I developed a series of workbooks, for example, that modify straight DBT (Dialectical behavior therapy) and CBT (Cognitive behavioral therapy) to help people with intellectual disabilities develop a positive sense of self. Julie Brown modified DBT and created a mindfulness approach, and she’s had some great results.
I just finished being a part of a very exciting study with a dissertation student, Dr. Lynn Buhler, where we worked with eight individuals at the Arc of Baltimore who had had severe trauma, documented PTSD, a history of horrible behavior problems, and sleep issues, They were given a year with EMDR, which is a type of trauma therapy developed by Francine Shapiro, and in every single one of them the symptoms of Post-traumatic Stress Disorder were gone. Behavioral issues completely changed. It was amazing. It’s just a total change in all eight. And hopefully Lynn will be publishing soon, because the dissertation was just brilliant.

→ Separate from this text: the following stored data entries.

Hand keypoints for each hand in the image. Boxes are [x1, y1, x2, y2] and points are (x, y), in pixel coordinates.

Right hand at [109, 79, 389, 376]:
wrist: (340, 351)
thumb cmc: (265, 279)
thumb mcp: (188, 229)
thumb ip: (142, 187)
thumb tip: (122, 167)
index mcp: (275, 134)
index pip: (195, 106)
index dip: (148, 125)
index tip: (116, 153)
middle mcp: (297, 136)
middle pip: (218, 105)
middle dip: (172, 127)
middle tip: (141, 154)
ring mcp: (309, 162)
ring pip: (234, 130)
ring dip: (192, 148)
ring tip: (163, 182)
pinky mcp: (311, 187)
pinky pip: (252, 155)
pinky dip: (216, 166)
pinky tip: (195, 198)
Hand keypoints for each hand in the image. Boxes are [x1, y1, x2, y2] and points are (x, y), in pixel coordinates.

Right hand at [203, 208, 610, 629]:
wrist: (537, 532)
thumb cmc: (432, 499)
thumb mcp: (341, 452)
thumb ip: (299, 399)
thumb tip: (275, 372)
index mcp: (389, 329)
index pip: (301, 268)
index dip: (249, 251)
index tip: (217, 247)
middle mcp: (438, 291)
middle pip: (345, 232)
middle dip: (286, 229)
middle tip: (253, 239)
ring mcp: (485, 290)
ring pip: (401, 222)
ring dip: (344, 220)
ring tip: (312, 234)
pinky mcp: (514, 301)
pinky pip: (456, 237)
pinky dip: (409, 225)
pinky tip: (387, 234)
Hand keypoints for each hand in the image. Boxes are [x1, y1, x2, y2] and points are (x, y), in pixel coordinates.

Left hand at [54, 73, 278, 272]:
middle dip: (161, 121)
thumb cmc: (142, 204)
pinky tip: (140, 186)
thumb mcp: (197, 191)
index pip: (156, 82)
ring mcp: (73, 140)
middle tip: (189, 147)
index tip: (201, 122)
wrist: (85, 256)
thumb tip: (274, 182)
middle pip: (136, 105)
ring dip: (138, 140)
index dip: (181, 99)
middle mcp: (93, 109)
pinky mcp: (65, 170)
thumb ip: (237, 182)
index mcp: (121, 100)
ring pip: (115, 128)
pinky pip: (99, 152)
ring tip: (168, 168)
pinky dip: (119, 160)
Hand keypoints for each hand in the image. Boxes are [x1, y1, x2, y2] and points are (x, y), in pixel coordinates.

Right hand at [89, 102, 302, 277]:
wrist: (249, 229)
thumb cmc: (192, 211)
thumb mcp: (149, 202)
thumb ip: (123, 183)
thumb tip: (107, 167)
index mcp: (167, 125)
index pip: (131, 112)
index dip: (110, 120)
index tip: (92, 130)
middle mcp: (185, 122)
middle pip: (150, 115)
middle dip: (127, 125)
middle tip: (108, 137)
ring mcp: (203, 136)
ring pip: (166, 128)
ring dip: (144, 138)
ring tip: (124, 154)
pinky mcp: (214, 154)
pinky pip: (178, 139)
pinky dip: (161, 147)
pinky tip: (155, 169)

Just in general, at the ARC of Baltimore, we’ve found that it’s immensely important to train staff in active listening skills and in trauma-informed care. The more that’s integrated into their routine, the better they understand the mechanisms of why people are the way they are, and the easier it is for them to give them people space and give them support. We’ve found great results with that. Because when staff is more sensitive, more aware, and more supportive, folks calm down.
L: It sounds like you’ve been involved in some really amazing changes in the places where you’ve been directly involved, but what about the rest of the field? Where do you see changes taking place? What still needs to happen?

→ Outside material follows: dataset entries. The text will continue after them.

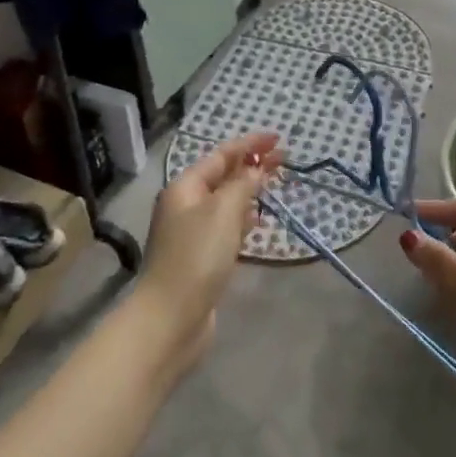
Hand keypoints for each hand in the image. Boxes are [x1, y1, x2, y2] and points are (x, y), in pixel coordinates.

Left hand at [138, 132, 281, 356]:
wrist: (171, 317)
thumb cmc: (197, 256)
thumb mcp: (223, 212)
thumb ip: (242, 185)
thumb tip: (256, 171)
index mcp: (185, 187)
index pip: (221, 155)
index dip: (249, 144)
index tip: (277, 138)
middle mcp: (186, 205)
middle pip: (223, 176)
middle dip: (252, 165)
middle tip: (284, 159)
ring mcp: (192, 233)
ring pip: (225, 202)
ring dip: (249, 190)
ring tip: (275, 184)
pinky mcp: (202, 257)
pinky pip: (226, 227)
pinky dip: (243, 218)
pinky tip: (258, 221)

K: We’re not yet where I’d like us to be in terms of recognizing how many issues that are manifesting behaviorally are in fact symptoms of trauma, but the good news is that we are evolving!
I’ve seen so much progress in community therapists being more willing to work with our folks. So that’s one thing and it’s wonderful. It’s not everywhere, but it’s happening more and more. And it’s being acknowledged among the psychologists in this field that our folks do benefit from therapy. So that’s great. I see a movement from old school behavioral interventions that involved punishment and restrictions to more of positive behavioral supports. That’s a positive move being made as well.
One thing I’d really like to see is more and better research both on the behavioral effects of trauma, and on the efficacy of trauma informed care. Let’s show once and for all that people are not choosing to be bad. They’re not manipulative. They’re not showing off. They’re not seeking attention. They’re letting us know what they’ve been through in their life. And they really do heal when they feel safe, connected, and empowered.
We also need to train staff differently. We’re so good at training them on blood-borne pathogens and administration, but I think it should be required in every state that staff is trained in active listening skills. We think people know how to listen, but we don’t! I go around talking about this and I don’t even listen to my husband half the time! To really train people to listen, support and validate would be transformative. We need to train people in supportive decision-making.
It sounds fluffy, but when you train them concretely you see behaviors disappear. It’s amazing how many folks have improved once we’ve trained their staff to work differently. So I really believe we have to look at some of these softer techniques in training staff. And the more that we can move away from a hard power, restraint-type of model and switch to a more soft-power, caring, coaching and supportive model the more the whole field is going to change for the better.